An entry-level performance
Powered by Qualcomm’s Snapdragon 429 processor, the Nokia 3.2 performs better compared to its predecessor which carried a MediaTek chipset. In addition, its GPU runs on Adreno 504.
This made the Nokia 3.2 handle graphic-intensive games like Mobile Legends even if it was set on the highest graphics setting possible. There were no delay and lag spikes, ensuring smooth gameplay all throughout.
Decent cameras for your everyday needs
Featuring a 13-megapixel main camera with an f/2.2 aperture, and a 5-megapixel selfie camera with an f/2.0 aperture, the Nokia 3.2 takes decent photos. Depending on the lighting, both of its cameras can either take a vibrant, lively reproduced color during daylight or a slightly desaturated photo on indoor and low-light conditions.

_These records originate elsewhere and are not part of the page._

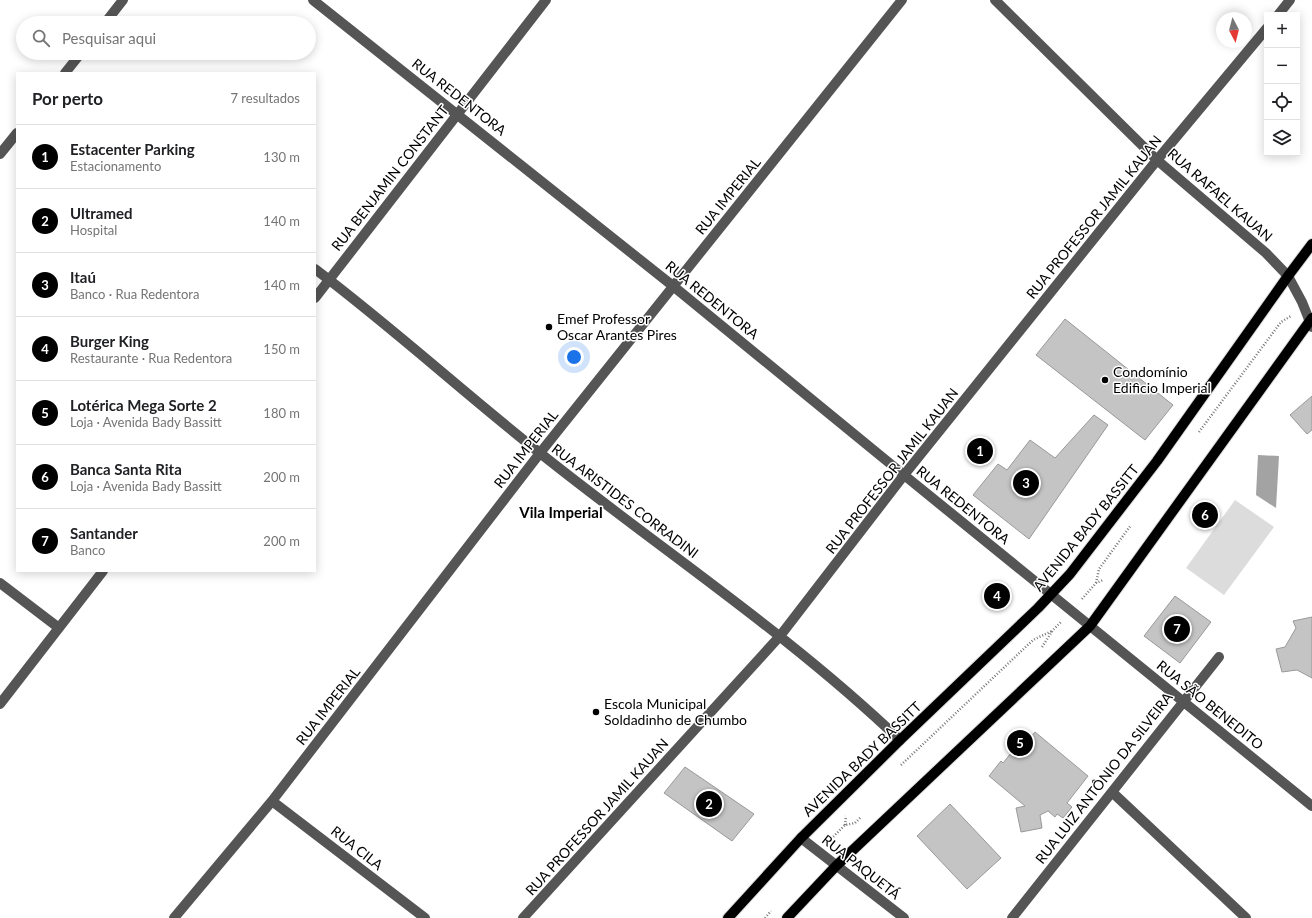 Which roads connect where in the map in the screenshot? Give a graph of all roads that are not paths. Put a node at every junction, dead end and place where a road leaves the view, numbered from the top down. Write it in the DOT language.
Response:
graph roads {
  1 [pos="123,0"];
  2 [pos="313,0"];
  3 [pos="546,0"];
  4 [pos="902,0"];
  5 [pos="995,0"];
  6 [pos="1290,0"];
  7 [pos="1280,12"];
  8 [pos="110,16"];
  9 [pos="1264,32"];
  10 [pos="75,60"];
  11 [pos="66,72"];
  12 [pos="457,113"];
  13 [pos="16,134"];
  14 [pos="1,152"];
  15 [pos="1157,160"];
  16 [pos="1312,244"];
  17 [pos="316,269"];
  18 [pos="1288,276"];
  19 [pos="329,280"];
  20 [pos="673,286"];
  21 [pos="316,297"];
  22 [pos="1311,322"];
  23 [pos="540,454"];
  24 [pos="904,475"];
  25 [pos="102,572"];
  26 [pos="0,583"];
  27 [pos="1051,595"];
  28 [pos="1090,626"];
  29 [pos="59,628"];
  30 [pos="780,636"];
  31 [pos="1219,657"];
  32 [pos="1183,701"];
  33 [pos="0,704"];
  34 [pos="900,740"];
  35 [pos="1112,792"];
  36 [pos="272,800"];
  37 [pos="1312,806"];
  38 [pos="801,838"];
  39 [pos="836,866"];
  40 [pos="174,918"];
  41 [pos="425,918"];
  42 [pos="523,918"];
  43 [pos="728,918"];
  44 [pos="787,918"];
  45 [pos="904,918"];
  46 [pos="1012,918"];
  47 [pos="1246,918"];
  1 -- 8 [label="street"];
  2 -- 12 [label="street, RUA REDENTORA"];
  3 -- 12 [label="street, RUA BENJAMIN CONSTANT"];
  4 -- 20 [label="street, RUA IMPERIAL"];
  5 -- 15 [label="street, RUA RAFAEL KAUAN"];
  6 -- 7 [label="street"];
  9 -- 15 [label="street, RUA PROFESSOR JAMIL KAUAN"];
  10 -- 11 [label="street"];
  12 -- 19 [label="street, RUA BENJAMIN CONSTANT"];
  12 -- 20 [label="street, RUA REDENTORA"];
  13 -- 14 [label="street"];
  15 -- 18 [label="street, RUA RAFAEL KAUAN"];
  15 -- 24 [label="street, RUA PROFESSOR JAMIL KAUAN"];
  16 -- 18 [label="main road, AVENIDA BADY BASSITT"];
  17 -- 19 [label="street, RUA ARISTIDES CORRADINI"];
  18 -- 22 [label="street, RUA RAFAEL KAUAN"];
  18 -- 27 [label="main road, AVENIDA BADY BASSITT"];
  19 -- 21 [label="street, RUA BENJAMIN CONSTANT"];
  19 -- 23 [label="street, RUA ARISTIDES CORRADINI"];
  20 -- 23 [label="street, RUA IMPERIAL"];
  20 -- 24 [label="street, RUA REDENTORA"];
  22 -- 28 [label="main road"];
  23 -- 30 [label="street, RUA ARISTIDES CORRADINI"];
  23 -- 36 [label="street, RUA IMPERIAL"];
  24 -- 27 [label="street, RUA REDENTORA"];
  24 -- 30 [label="street, RUA PROFESSOR JAMIL KAUAN"];
  25 -- 29 [label="street"];
  26 -- 29 [label="street"];
  27 -- 28 [label="street, RUA REDENTORA"];
  27 -- 34 [label="main road, AVENIDA BADY BASSITT"];
  28 -- 32 [label="street, RUA SÃO BENEDITO"];
  28 -- 39 [label="main road"];
  29 -- 33 [label="street"];
  30 -- 34 [label="street, RUA ARISTIDES CORRADINI"];
  30 -- 42 [label="street, RUA PROFESSOR JAMIL KAUAN"];
  31 -- 32 [label="street, RUA LUIZ ANTÔNIO DA SILVEIRA"];
  32 -- 35 [label="street, RUA LUIZ ANTÔNIO DA SILVEIRA"];
  32 -- 37 [label="street, RUA SÃO BENEDITO"];
  34 -- 38 [label="main road, AVENIDA BADY BASSITT"];
  35 -- 46 [label="street, RUA LUIZ ANTÔNIO DA SILVEIRA"];
  35 -- 47 [label="street"];
  36 -- 40 [label="street, RUA IMPERIAL"];
  36 -- 41 [label="street, RUA CILA"];
  38 -- 39 [label="street, RUA PAQUETÁ"];
  38 -- 43 [label="main road, AVENIDA BADY BASSITT"];
  39 -- 44 [label="main road"];
  39 -- 45 [label="street, RUA PAQUETÁ"];
}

Of course, we can’t really expect budget smartphones to have flagship-like cameras. It won’t have quick auto-focus or any fancy features like blurring your background, but it’s the compromise we’re getting when we follow our tight budget. At the very least, make use of natural light and other camera tricks to improve your photos.
Lasts longer than your partner
If there’s one thing I enjoyed with this smartphone, it’s the humongous battery. Packing a 4000mAh battery, the Nokia 3.2 can definitely last a day on a single charge. It can handle your multimedia use and everyday tasks throughout the day, yet it will still have enough juice left to carry you through the night.
However, for a phone carrying a huge battery, it charges slowly at 10W. This phone might just be good for those who love to charge their phones overnight.
Is this your GadgetMatch?
The Nokia 3.2 is a contender in the budget segment. It might have a disappointing build and design, but the phone packs with power, performance, and speed, thanks to Google’s Android One program.
With a starting price of PhP 7,990 (US$ 154) for the 3GB/32GB model, Nokia loyalists will find this a real treat. For people looking for a secondary phone, or a primary phone with no frills and just functions to handle your everyday needs, the Nokia 3.2 could be your GadgetMatch.
However, there are still far better options in the budget category, like the Redmi Note 7 and Realme 3. If Nokia wants to come back in its former glory and capture people looking for an affordable powerhouse, they need to join the battle and beat Realme and Redmi in their game, just like Samsung bending over to compete in the tough budget battlefield.